The latest series of Andrew Rawnsley’s ‘Leader Conference’ on Radio 4 starts tonight…keenly awaited obviously. But having been on the programme a couple of times – though not, funnily, since I did a piece for this magazine about the difficulty a woman has in getting her oar in across the masculine timbre of Danny Finkelstein et al – perhaps I should disabuse you that this admirable series actually replicates what happens in a leader conference. It’s very good, as everything my old friend Andrew does, but just not quite the same as the thing itself. This, I may say, is something of a specialist subject of mine, on account of leader writing being my bread and butter and having done it for different papers. (Ahem, nothing I say should be taken as the opinion of the paper for which I work…)

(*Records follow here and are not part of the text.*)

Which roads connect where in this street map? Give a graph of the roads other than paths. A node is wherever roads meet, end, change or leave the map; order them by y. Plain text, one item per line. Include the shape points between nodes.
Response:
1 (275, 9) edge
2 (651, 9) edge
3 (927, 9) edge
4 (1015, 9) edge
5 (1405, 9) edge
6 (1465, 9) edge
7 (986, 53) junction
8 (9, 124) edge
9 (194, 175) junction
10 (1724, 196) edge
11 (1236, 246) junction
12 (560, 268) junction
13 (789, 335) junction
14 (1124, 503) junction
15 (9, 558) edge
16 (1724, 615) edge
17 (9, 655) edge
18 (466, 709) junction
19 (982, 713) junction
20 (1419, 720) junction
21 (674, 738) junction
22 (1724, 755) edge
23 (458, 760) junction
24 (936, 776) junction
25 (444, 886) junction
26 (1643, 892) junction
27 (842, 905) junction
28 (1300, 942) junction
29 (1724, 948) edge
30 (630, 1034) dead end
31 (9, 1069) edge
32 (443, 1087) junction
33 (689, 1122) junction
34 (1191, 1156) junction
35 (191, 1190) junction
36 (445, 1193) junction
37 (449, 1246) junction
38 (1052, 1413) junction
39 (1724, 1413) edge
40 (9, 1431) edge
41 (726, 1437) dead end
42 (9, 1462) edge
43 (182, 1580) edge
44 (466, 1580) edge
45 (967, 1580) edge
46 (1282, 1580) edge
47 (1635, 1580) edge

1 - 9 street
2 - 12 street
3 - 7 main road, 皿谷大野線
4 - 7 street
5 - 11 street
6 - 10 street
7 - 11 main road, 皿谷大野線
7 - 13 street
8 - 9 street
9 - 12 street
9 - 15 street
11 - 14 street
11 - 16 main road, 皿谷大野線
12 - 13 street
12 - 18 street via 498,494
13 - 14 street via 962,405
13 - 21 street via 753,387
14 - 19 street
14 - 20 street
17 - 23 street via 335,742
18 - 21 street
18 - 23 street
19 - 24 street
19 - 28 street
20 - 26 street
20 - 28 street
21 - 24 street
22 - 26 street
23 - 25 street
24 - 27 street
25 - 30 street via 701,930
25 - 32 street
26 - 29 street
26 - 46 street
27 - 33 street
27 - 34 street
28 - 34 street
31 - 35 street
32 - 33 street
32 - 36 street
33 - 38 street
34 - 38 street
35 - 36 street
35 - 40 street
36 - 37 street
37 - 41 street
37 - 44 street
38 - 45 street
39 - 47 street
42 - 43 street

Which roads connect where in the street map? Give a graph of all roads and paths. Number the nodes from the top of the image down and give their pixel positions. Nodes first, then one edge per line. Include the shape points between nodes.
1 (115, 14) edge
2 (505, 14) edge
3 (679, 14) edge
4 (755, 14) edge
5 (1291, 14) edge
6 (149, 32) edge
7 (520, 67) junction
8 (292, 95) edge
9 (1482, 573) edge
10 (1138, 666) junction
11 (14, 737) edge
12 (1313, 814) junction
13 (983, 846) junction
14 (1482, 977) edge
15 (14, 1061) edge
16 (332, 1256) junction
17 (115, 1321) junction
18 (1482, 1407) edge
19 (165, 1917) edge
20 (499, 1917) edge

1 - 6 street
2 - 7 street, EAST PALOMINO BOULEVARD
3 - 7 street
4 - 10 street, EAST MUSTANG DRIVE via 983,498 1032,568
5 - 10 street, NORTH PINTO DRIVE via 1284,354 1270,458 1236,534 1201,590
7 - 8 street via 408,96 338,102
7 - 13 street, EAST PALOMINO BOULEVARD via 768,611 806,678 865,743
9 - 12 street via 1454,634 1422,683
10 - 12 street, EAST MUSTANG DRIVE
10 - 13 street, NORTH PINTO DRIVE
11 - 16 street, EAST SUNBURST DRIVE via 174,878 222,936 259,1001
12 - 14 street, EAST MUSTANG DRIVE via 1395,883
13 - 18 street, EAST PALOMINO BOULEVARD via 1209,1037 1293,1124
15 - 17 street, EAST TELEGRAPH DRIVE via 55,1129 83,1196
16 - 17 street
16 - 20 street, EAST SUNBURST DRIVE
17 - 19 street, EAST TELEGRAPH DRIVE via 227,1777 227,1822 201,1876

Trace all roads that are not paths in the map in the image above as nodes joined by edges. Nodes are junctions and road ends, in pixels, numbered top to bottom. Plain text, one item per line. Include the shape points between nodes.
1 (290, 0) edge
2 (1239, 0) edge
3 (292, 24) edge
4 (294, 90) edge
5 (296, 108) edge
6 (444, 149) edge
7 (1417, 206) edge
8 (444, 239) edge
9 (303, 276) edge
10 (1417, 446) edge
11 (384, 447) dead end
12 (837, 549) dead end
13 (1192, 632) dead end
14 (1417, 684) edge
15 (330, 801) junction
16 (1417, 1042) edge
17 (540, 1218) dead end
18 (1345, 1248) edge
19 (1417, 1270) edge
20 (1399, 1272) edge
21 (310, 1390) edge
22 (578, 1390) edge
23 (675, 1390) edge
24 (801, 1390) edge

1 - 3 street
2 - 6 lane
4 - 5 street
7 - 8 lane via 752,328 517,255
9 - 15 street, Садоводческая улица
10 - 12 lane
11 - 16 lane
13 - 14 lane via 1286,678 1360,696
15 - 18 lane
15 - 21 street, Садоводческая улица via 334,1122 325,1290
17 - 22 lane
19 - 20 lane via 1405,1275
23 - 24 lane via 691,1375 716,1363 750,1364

Anyway, the theory is that you argue every issue from first principles – what do we feel about ‘The Cuts To Government Spending’ sort of thing. Now sometimes that happens, and you have an interesting discussion in which everyone lays down exactly where they’re coming from. But it’s not always that way. In fact, nearly every subject under the sun you’ll have covered already, so what happens sometimes is that you’ll operate in shorthand. As in: “Tube strike….let’s do the cost to business this time, plus maybe reforms to the threshold for strike votes. Maybe touch on the mayor? OK, just asking.” “Ukraine…see it’s spreading to X. Righty-ho, as before.” “The Nigerian girls who were kidnapped…there’s a big march today”. “Eh? Which girls? Oh the Boko Haram ones. Grim, yep, girls education, got you.” “Third…Harry and Cressida? Make it light and sympathetic? Heh, heh. But of course!” That wouldn’t, I grant you, work well on radio.
Indeed it’s rare that an entirely new subject comes up, though sometimes it does – cyber-crime say, for which you go off to the specialist reporter and try to thrash the thing out with him, not being an expert yourself. The gay marriage question was another first when it originally surfaced…obviously this was some time ago, but I remember the exquisite discomfort of trying to argue for sexual complementarity and the importance of potentially procreative sex to a tableful of colleagues. From then on that issue went more or less as follows: “Gay marriage…again? … oh God, must we? Can’t we do bank reform instead? Oh all right.”
In fact quite a few subjects will have the objection “we’ve done that already this week”. To which the invariable answer is, “if we never wrote about anything we’ve done before, we’d be in a pretty tight spot, wouldn’t we?” Then again, you try not to do the same subject twice in a week, or at least not two days running, except on special occasions.
There will be things like the direction of the economy and financial reform where you may have an argument about how things are going, but as I say, the discussions about the fundamentals will have been done months or weeks ago and you know the paper’s underlying take on things; sympathetic to the City, say; or in favour of benefit reforms but dubious about the IT aspect. You’ll rarely have people from entirely different ends of the political spectrum arguing about everything from a completely different perspective; it just wouldn’t work. Then there are subjects that you know people really mind about – Tube or rail fares, say – when you simply have to reflect what people think. It helps in these cases if you’re broke yourself, so your own view is from the ground up as opposed to trying to second guess what broke people might feel about things.
Or there may be a subversive take on a new subject…let’s have more government leaks, sort of thing. In fact, when you can get away with a slightly offbeat take on an issue, you go for it…fresher, that’s what you want. But what you’re never allowed to do is argue for a non-runner: the ultimate put-down for the leader writer is, “it’s just not going to happen”. End of.
The other thing you don’t get in the programme – not all the participants of which will actually be serving leader-writers, remember – are the off-piste, off-colour remarks. As in me, sotto voce, the other day: “wouldn’t it be better for everyone if Assad actually won the bloody war…at least there’d be a chance of the refugees going home”. It’s the kind of sentiment that doesn’t feature in the leader, and you don’t expect it to; you’re just letting off steam.
Then you go away and write something that has as much of your own real opinion as possible, which the editor then identifies and makes you take out. Or, just for a quiet life, you write exactly like you’re meant to.